## What you need to do
Write each line below back out exactly, omitting its pictures.

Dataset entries
######

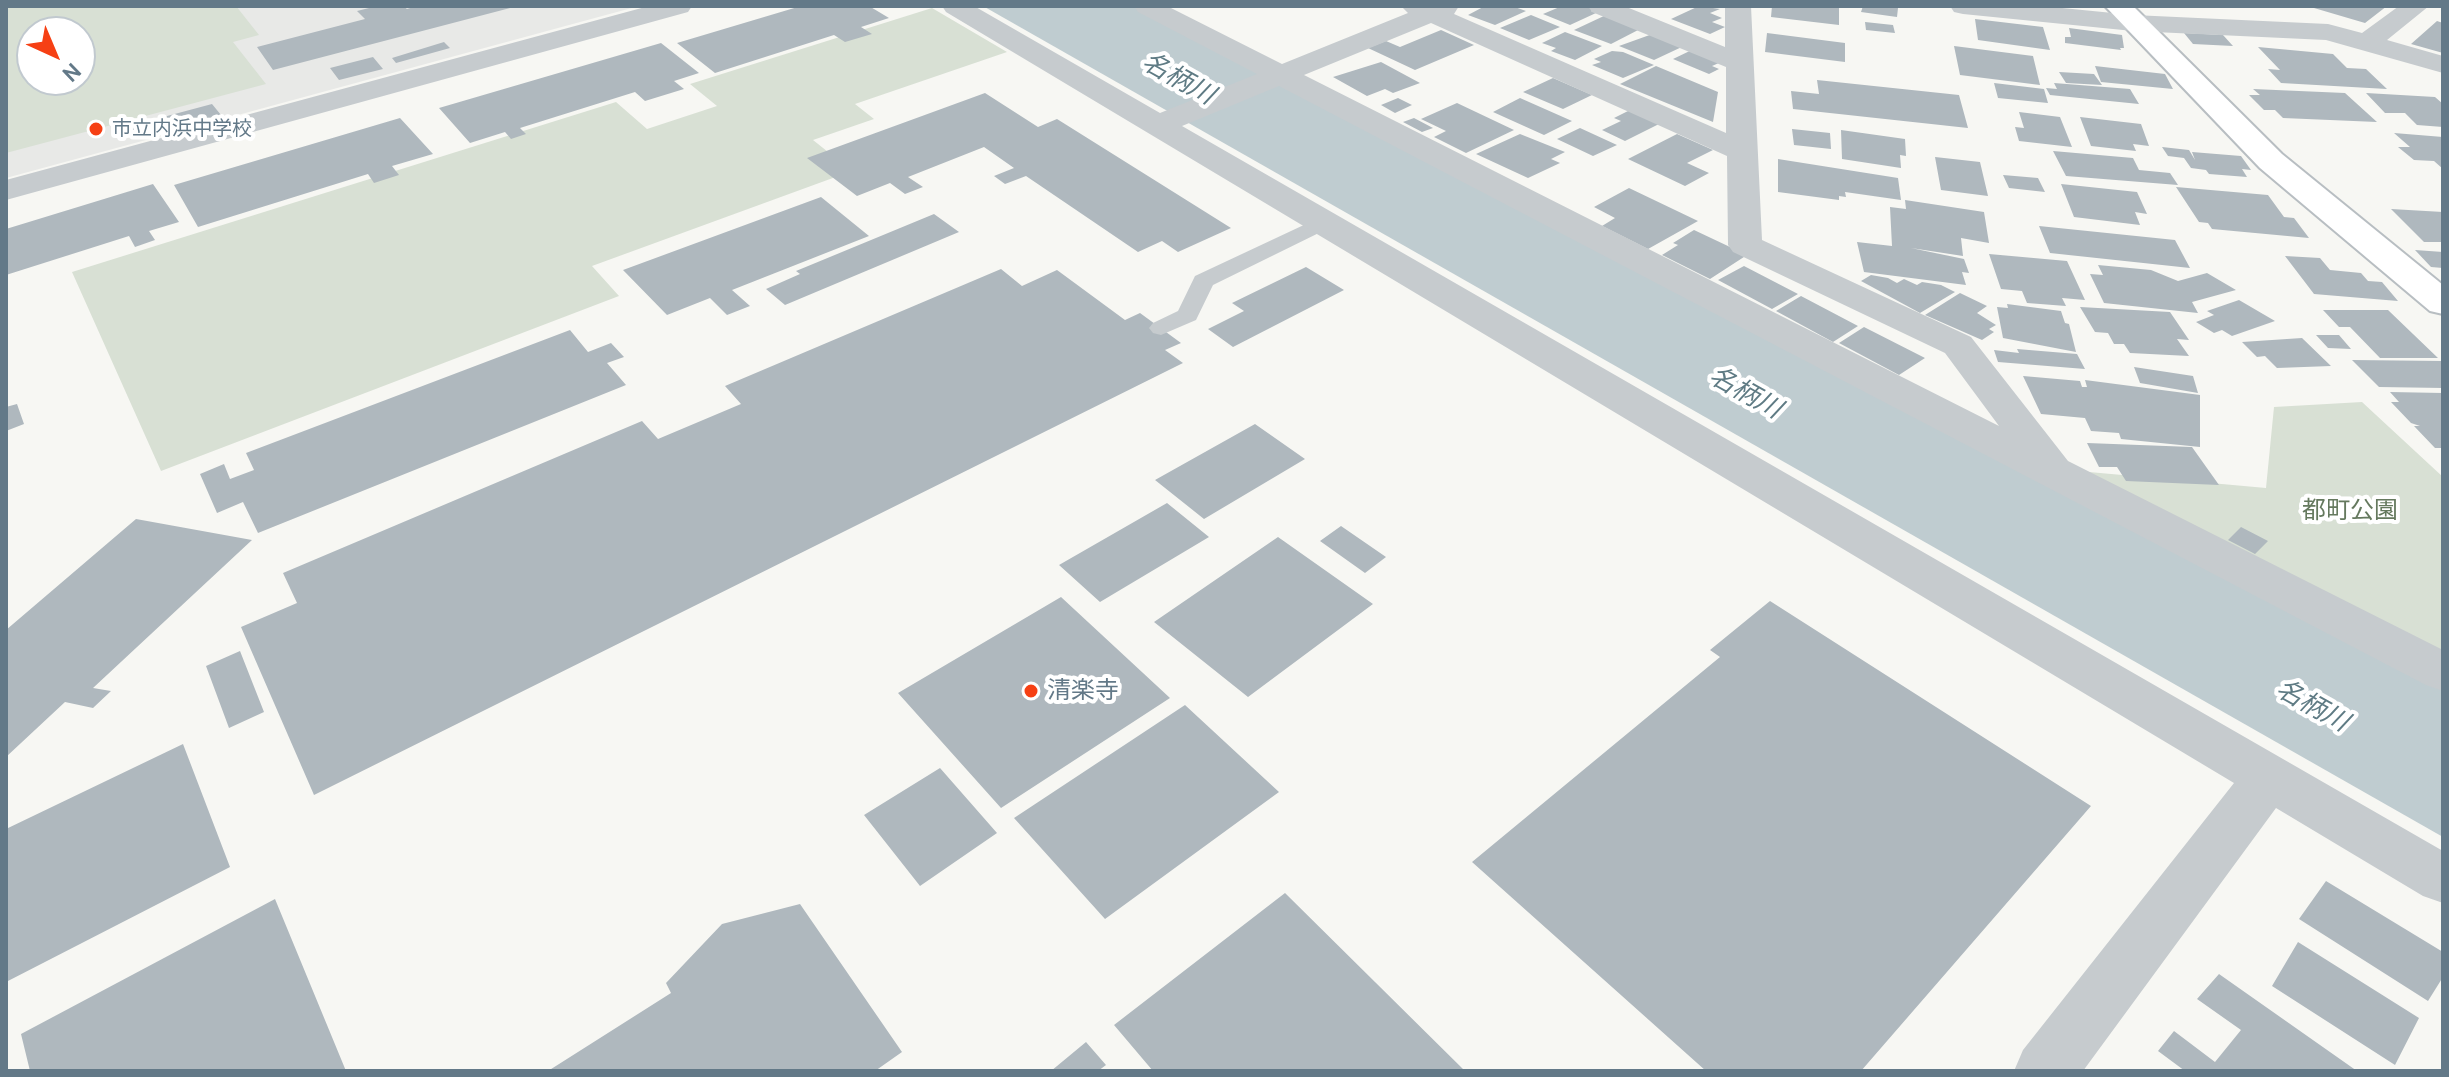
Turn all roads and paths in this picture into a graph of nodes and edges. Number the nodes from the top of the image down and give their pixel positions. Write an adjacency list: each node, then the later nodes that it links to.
1 (679, 6): 16 (street)
2 (955, 6): 14 (street)
3 (1147, 6): 13 (street)
4 (1601, 6): 11 (street)
5 (1738, 6): 11 (street)
6 (1963, 6): 9 (street)
7 (2416, 6): 10 (street)
8 (1431, 8): 13 (street); 15 (street)
9 (2126, 14): 10 (street); 18 (street)
10 (2366, 43): 12 (street)
11 (1739, 62): 15 (street)
12 (2443, 65)
13 (1282, 74): 14 (street); 20 (street)
14 (1157, 125): 17 (street)
15 (1741, 151): 20 (street)
16 (6, 190)
17 (1323, 222): 19 (lane); 22 (street)
18 (2443, 303)
19 (1161, 328)
20 (2058, 476): 21 (street)
21 (2443, 672)
22 (2270, 776): 23 (street); 24 (street)
23 (2443, 879)
24 (2045, 1071)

######

## Result for this exercise
Turn all roads and paths in this picture into a graph of nodes and edges. Number the nodes from the top of the image down and give their pixel positions. Write an adjacency list: each node, then the later nodes that it links to.
1 (679, 6): 16 (street)
2 (955, 6): 14 (street)
3 (1147, 6): 13 (street)
4 (1601, 6): 11 (street)
5 (1738, 6): 11 (street)
6 (1963, 6): 9 (street)
7 (2416, 6): 10 (street)
8 (1431, 8): 13 (street); 15 (street)
9 (2126, 14): 10 (street); 18 (street)
10 (2366, 43): 12 (street)
11 (1739, 62): 15 (street)
12 (2443, 65)
13 (1282, 74): 14 (street); 20 (street)
14 (1157, 125): 17 (street)
15 (1741, 151): 20 (street)
16 (6, 190)
17 (1323, 222): 19 (lane); 22 (street)
18 (2443, 303)
19 (1161, 328)
20 (2058, 476): 21 (street)
21 (2443, 672)
22 (2270, 776): 23 (street); 24 (street)
23 (2443, 879)
24 (2045, 1071)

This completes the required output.